There's lots and lots of complexities to the issue - everything about immunity involves a built-in equilibrium, in which there's no free lunch, but deficiencies tend to self-correct over time. The OAS trope totally denies the latter reality which is why it gets my blood boiling.
If following a treatment protocol is the same as mild or asymptomatic infection, they may be ok?:
https://www.cell.com/cell/fulltext/S0092-8674(20)31008-4?rss=yes
Robust T Cell Immunity in Convalescent Individuals with Asymptomatic or Mild COVID-19
Right, though it's still "asymptomatic as suppressed by the innate immune system" instead of asymptomatic as suppressed by drugs that made the virus attack less aggressively. Memory immunity is a learning algorithm - so just because some people learn without as much "struggle," doesn't mean you can go ahead and hide the harder part of the math book from them without messing up their test scores, to veer off into total cartoon-biology-mode.

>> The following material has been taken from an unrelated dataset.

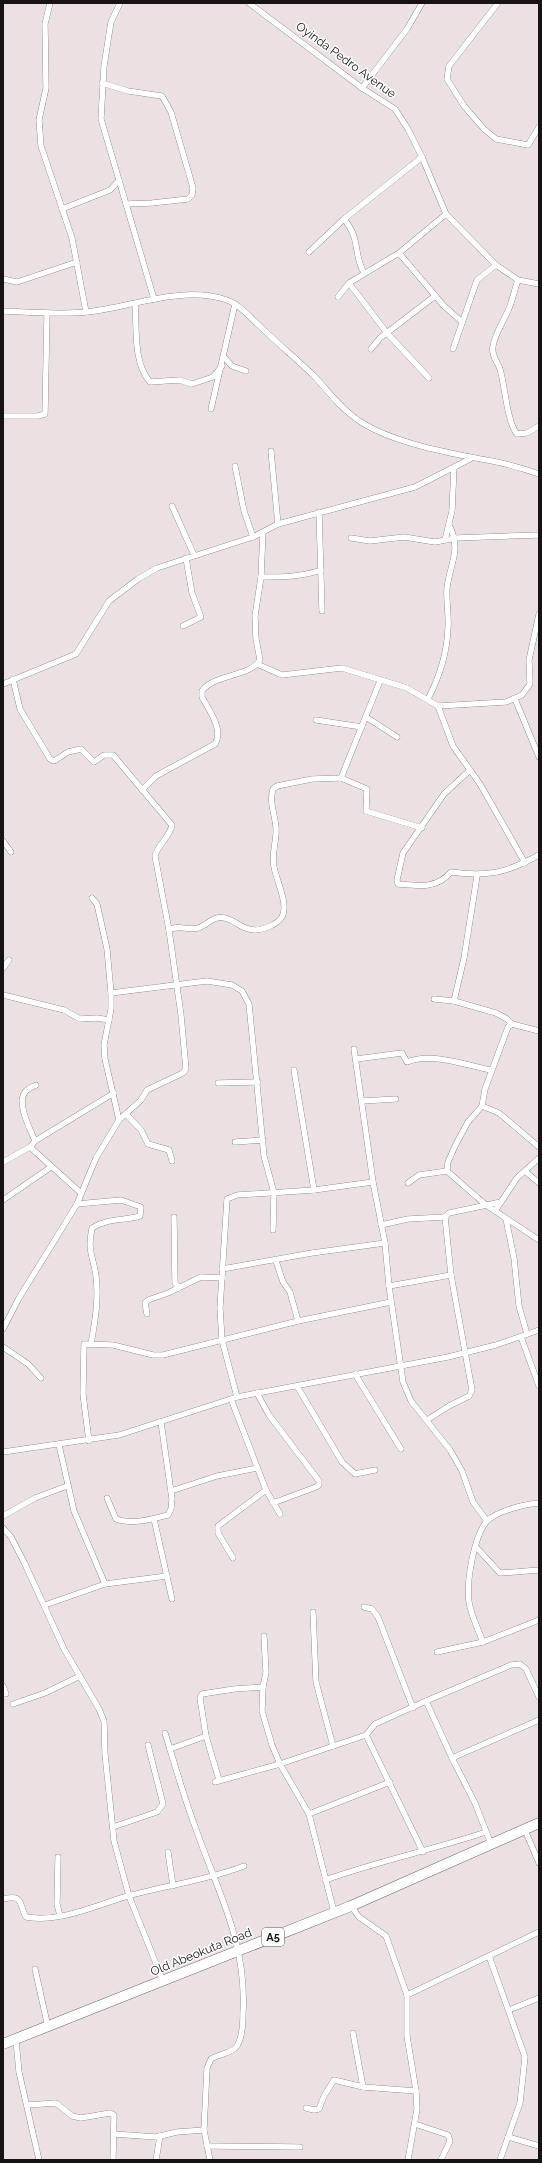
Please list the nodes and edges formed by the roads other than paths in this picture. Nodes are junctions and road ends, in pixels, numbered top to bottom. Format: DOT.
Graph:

It would depend on whether the innate system is enhanced by the treatment protocol yeah? If it gets past that then whether the body works quickly or slowly shouldn't be a problem in terms of generating memory immunity - I would have thought?
I don't understand biology or the protocols well enough to see where the assistance is delivered - at the mucosal / innate level or below.
Well, if we're talking ivermectin then we're in theoretical "binds against literally everything from polyprotein to RdRp to spike" land, with in vitro "5000-fold reduction" of production of viral RNA, as summarized in the retracted Zaidi / Dehgani-Mobaraki review, though whether that happens in vivo is unknown.
If we're just talking about boosting innate immunity, I still have my qualms but they're in my super-luddite "no pain no gain" mental territory.